Je travaille moi aussi avec ma communauté artistique. Pour moi, pour nous, c’est une occasion unique de partager nos expériences, de collaborer, de monter ensemble des projets. Tout simplement, quand tu organises une exposition à 5 ou 6 artistes, c’est beaucoup plus facile de partager les frais pour la galerie par exemple, et c’est aussi l’opportunité d’avoir beaucoup plus de gens qui viennent pour le vernissage !
C’est très important pour moi la communauté artistique. Tu échanges des techniques… mais c’est aussi partager autour de la vie, de nos différentes perceptions…
La communauté c’est aussi une manière de vivre. Tu deviens plus créatif à travers les autres.
Mais je vois qu’en Europe aussi cette manière collective de travailler se développe, surtout dans les milieux alternatifs. J’ai vu beaucoup d’espaces partagés à Berlin.

Que penses-tu du nom de l’exposition « Trans-figurations. Mythologies indonésiennes ».
Christique ?
Je ne suis pas un grand fan de la religion en général ! Mais j’aime bien le terme de « Trans-figurations » qui pour moi, ici, veut dire qu’il rassemble toutes sortes d’artistes aussi différents les uns des autres, que ce soit dans leurs personnalités, leurs manières de travailler, les matériaux qu’ils utilisent, leurs différentes interprétations de la vie.
Par exemple mon travail tourne autour d’un discours ouvert sur la vie, la question sociale, et particulièrement en contexte urbain. D’autres parlent de la culture javanaise, un autre des femmes, d’autres travaillent avec la vidéo…
Finalement le thème de « Transfiguration » est assez universel !

Le 28 mai 2006, à Sidoarjo (Java-Est), s’est ouvert un « volcan de boue », recouvrant une très vaste zone, densément peuplée. Catastrophe étroitement liée au forage de gaz de la société PT Lapindo Brantas. Des dizaines de milliers d’habitants y ont tout perdu. Et l’éruption continue encore cinq ans plus tard. Les indemnités, quant à elles, ne sont pas encore franchement arrivées.
Il me semble que tu t’es réellement investi dans la dénonciation de cette catastrophe.
Oui, avec la communauté artistique Taring Padi de Yogya et l’ONG Iafadl, nous nous sommes rassemblés là-bas pendant deux semaines en 2010. Une manière de dire au bout de quatre ans « N’oubliez pas ce qui se passe, les problèmes sont toujours là ! ». Les habitants de cette région sont complétement désœuvrés et ne savent plus ce qu’ils peuvent faire. Les négociations avec le gouvernement n’avancent pas, jouant du fait de savoir s’il s’agit d’une erreur humaine imputable à Lapindo, ou s’il s’agit des conséquences du séisme qui a eu lieu à Yogyakarta deux jours auparavant (ndlr : bien que les deux villes soient situées à plusieurs centaines de kilomètres l’une de l’autre, thèse apparaissant donc comme peu crédible).
Alors on s’est rassemblé deux semaines là-bas, non seulement pour continuer à dénoncer la situation auprès du gouvernement mais aussi comme soutien psychologique auprès de ces populations. On a créé plein de choses ensemble : de la musique, des marionnettes… en fait un carnaval !
Le problème en Indonésie, c’est souvent l’issue politique de ces catastrophes. Là, c’est en lien direct avec Bakrie (ndlr : Aburizal Bakrie est un haut dirigeant du gouvernement indonésien et actionnaire majoritaire de PT Lapindo Brantas).
Le gouvernement ne fait rien, en attendant juste que les gens oublient. Alors nous on est venu, d’une part pour apporter un peu de soutien moral mais aussi pour rappeler aux uns et aux autres que les problèmes restent les mêmes, bien que les années passent.
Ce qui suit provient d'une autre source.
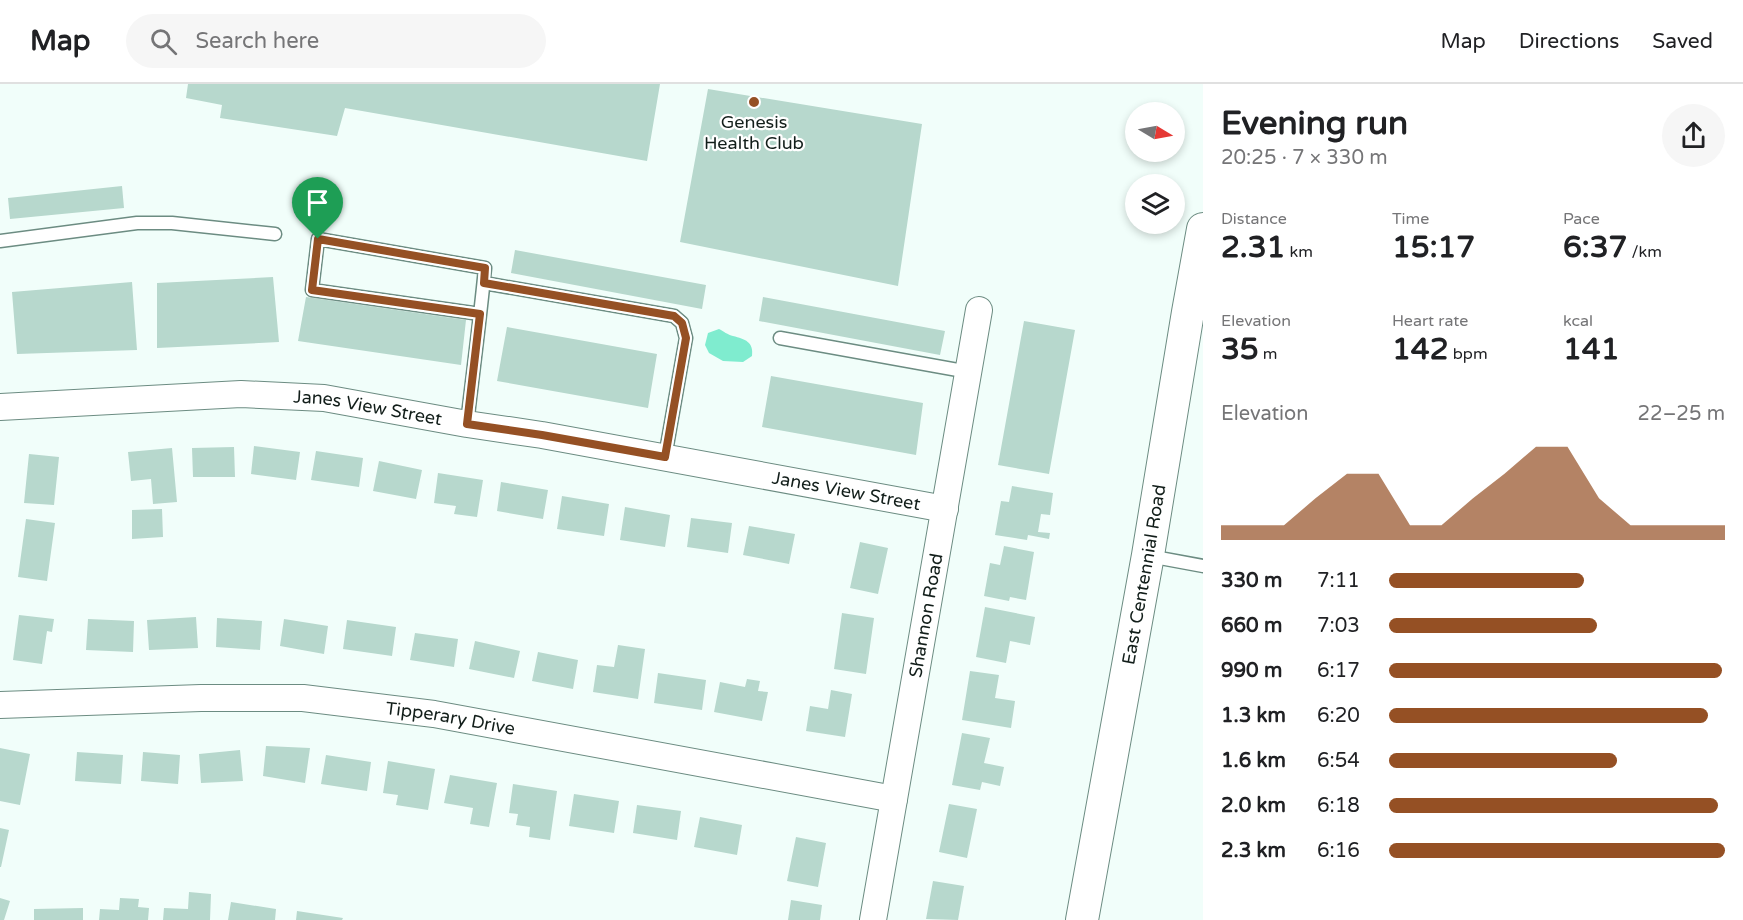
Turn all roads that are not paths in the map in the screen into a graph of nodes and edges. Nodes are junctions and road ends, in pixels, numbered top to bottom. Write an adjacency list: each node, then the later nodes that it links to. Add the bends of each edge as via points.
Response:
1 (1203, 229): 13 (street, East Centennial Road)
2 (275, 234): 3 (lane, via 137,223)
3 (0, 241)
4 (484, 283): 6 (lane); 6 (lane, via 485,268 318,239 312,290); 11 (lane, via 674,316 682,323 686,338)
5 (979, 310): 8 (street, Shannon Road)
6 (480, 314): 10 (lane)
7 (780, 338): 8 (lane)
8 (969, 372): 12 (street, Shannon Road)
9 (0, 407): 10 (street, Janes View Street, via 241,394 324,398)
10 (467, 424): 11 (street, Janes View Street)
11 (665, 457): 12 (street, Janes View Street)
12 (945, 509): 16 (street, Shannon Road)
13 (1148, 555): 14 (lane); 18 (street, East Centennial Road)
14 (1203, 566)
15 (0, 705): 16 (street, Tipperary Drive, via 303,698 434,714)
16 (894, 799): 17 (street, Shannon Road)
17 (873, 920)
18 (1082, 920)

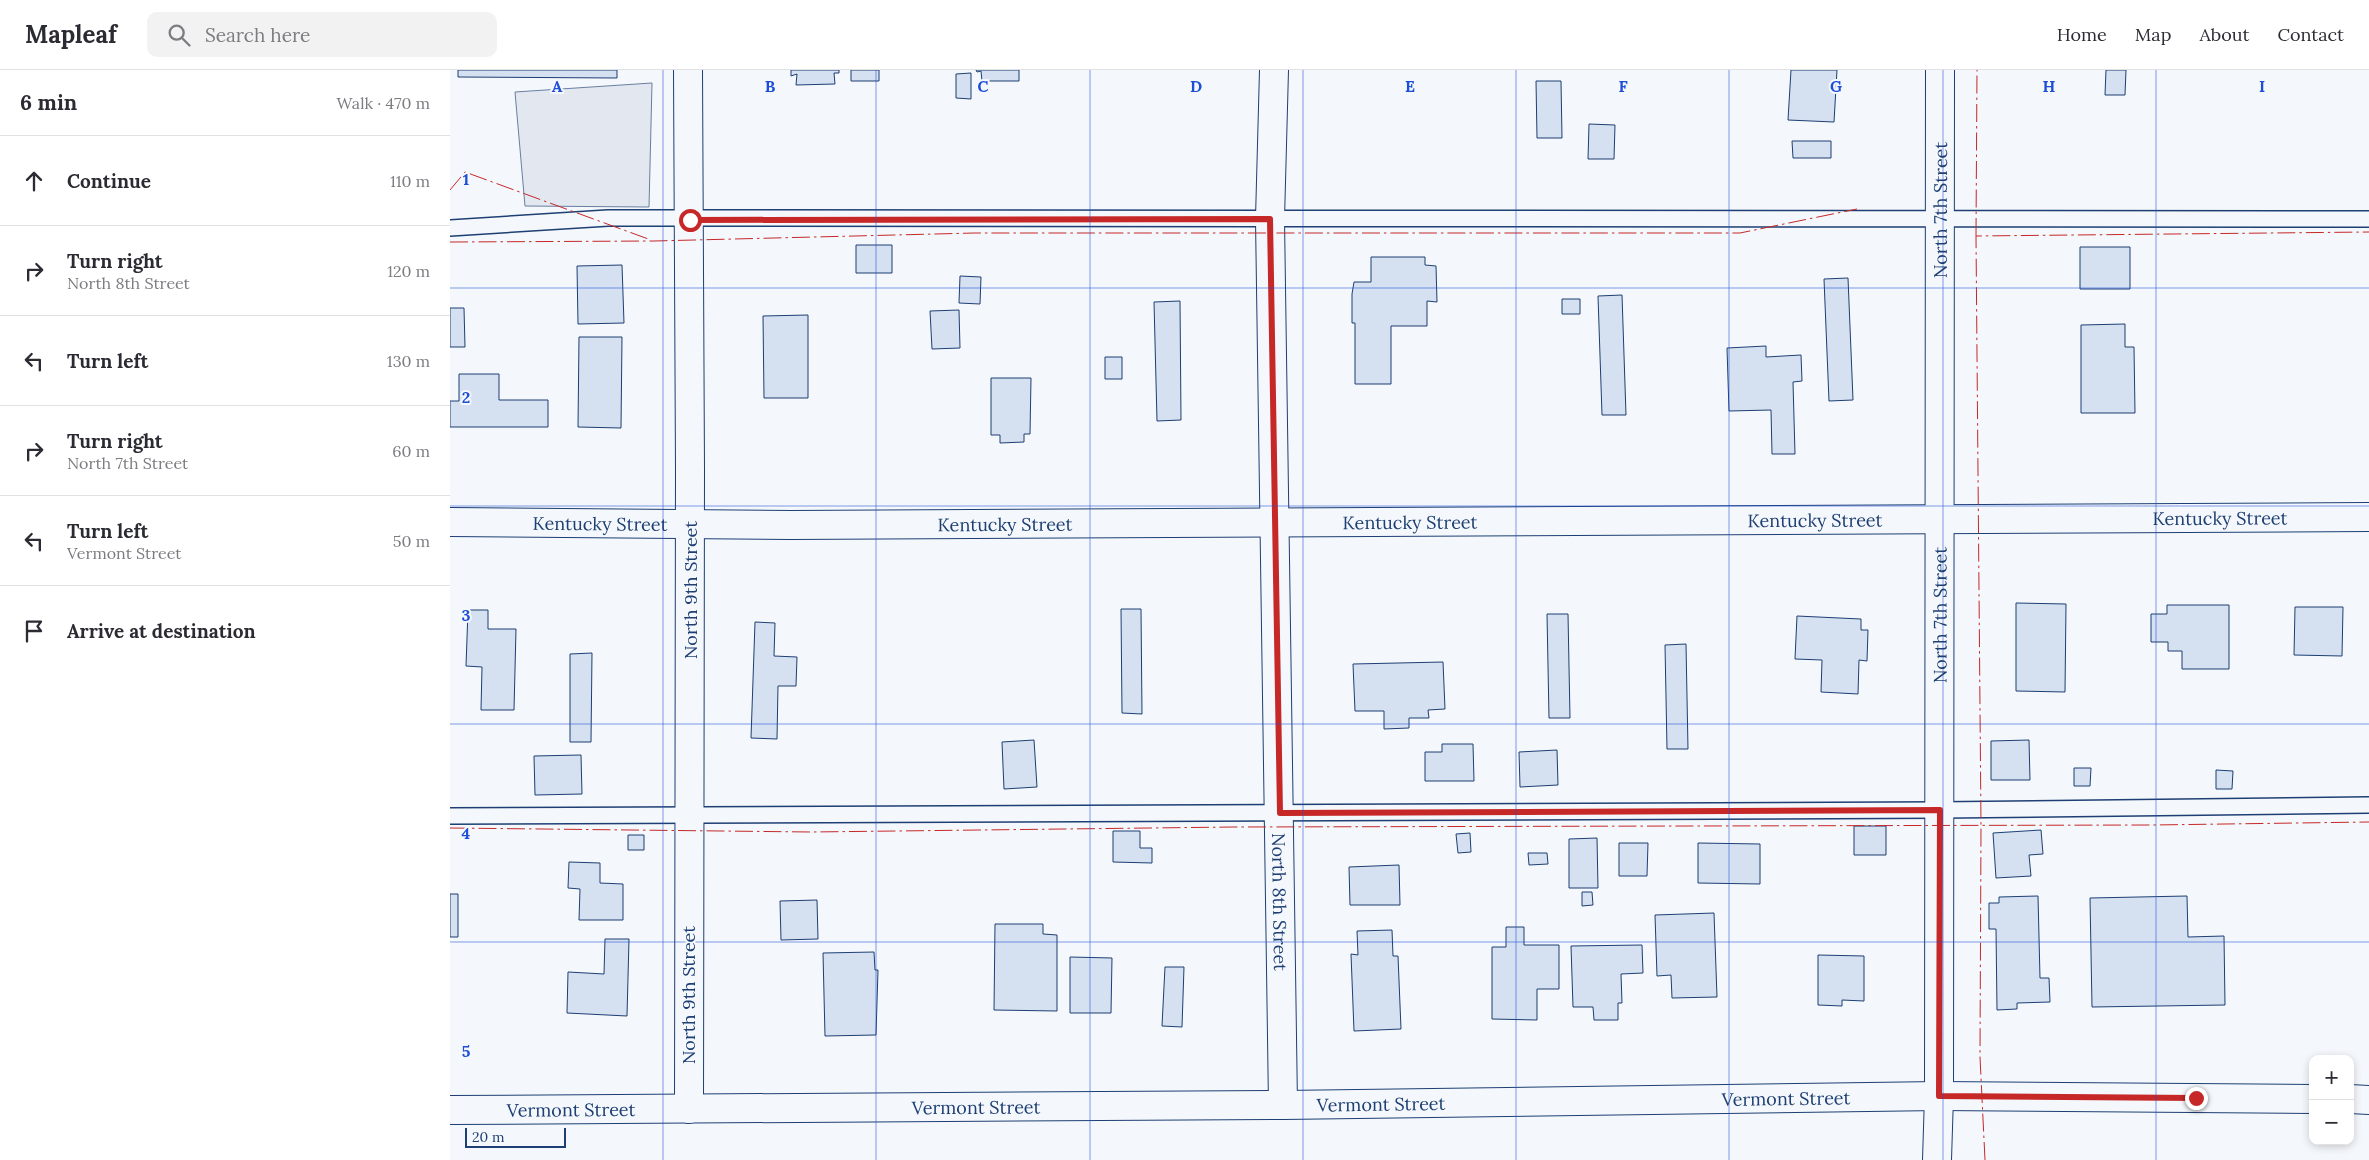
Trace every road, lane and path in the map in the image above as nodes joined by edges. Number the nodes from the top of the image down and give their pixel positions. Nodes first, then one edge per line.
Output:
1 (688, 70) edge
2 (1274, 70) edge
3 (1940, 70) edge
4 (1270, 219) junction
5 (1942, 219) junction
6 (2369, 219) edge
7 (690, 220) junction
8 (450, 228) edge
9 (2369, 517) edge
10 (1940, 518) junction
11 (450, 522) edge
12 (1276, 522) junction
13 (690, 523) junction
14 (2369, 805) edge
15 (1940, 810) junction
16 (1280, 813) junction
17 (688, 814) junction
18 (450, 816) edge
19 (1939, 1096) junction
20 (2309, 1099) edge
21 (2354, 1099) edge
22 (2369, 1100) edge
23 (1283, 1105) junction
24 (688, 1109) junction
25 (450, 1110) edge
26 (1937, 1160) edge

1 - 7 street, North 9th Street
2 - 4 street, North 8th Street
3 - 5 street, North 7th Street
4 - 5 lane
4 - 7 lane
4 - 12 street, North 8th Street
5 - 6 lane
5 - 10 street, North 7th Street
7 - 8 lane
7 - 13 street, North 9th Street
9 - 10 street, Kentucky Street
10 - 12 street, Kentucky Street
10 - 15 street, North 7th Street
11 - 13 street, Kentucky Street
12 - 13 street, Kentucky Street
12 - 16 street, North 8th Street
13 - 17 street, North 9th Street
14 - 15 lane
15 - 16 lane
15 - 19 street, North 7th Street
16 - 17 lane
16 - 23 street, North 8th Street
17 - 18 lane
17 - 24 street, North 9th Street
19 - 20 street, Vermont Street
19 - 23 street, Vermont Street
19 - 26 street, North 7th Street
21 - 22 street
23 - 24 street, Vermont Street
24 - 25 street, Vermont Street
Je vais finir avec quelques mots et dis moi à quoi cela te fait penser!
Crâne – mort – couleurs –  dessin – sérigraphie – pas de décor :
Hey ! Mais c’est mon travail ça ! (Rires)
Oui, effectivement je veux que mon travail soit facile à comprendre, qu’il parle directement aux gens. Quelque chose qui touche, simplement. J’y parle beaucoup des problèmes urbains.
L’art peut parler aux gens directement. C’est ce que je veux.
C’est vrai que j’utilise beaucoup le symbole du crâne, il est universel. C’est pour rappeler aux gens que la prochaine étape c’est la mort, alors avant ça, il faut prendre un temps pour s’arrêter, pour s’interroger, entrer en introspection.
Un temps pour réfléchir… mais surtout pour pouvoir prendre justement ensuite… du bon temps !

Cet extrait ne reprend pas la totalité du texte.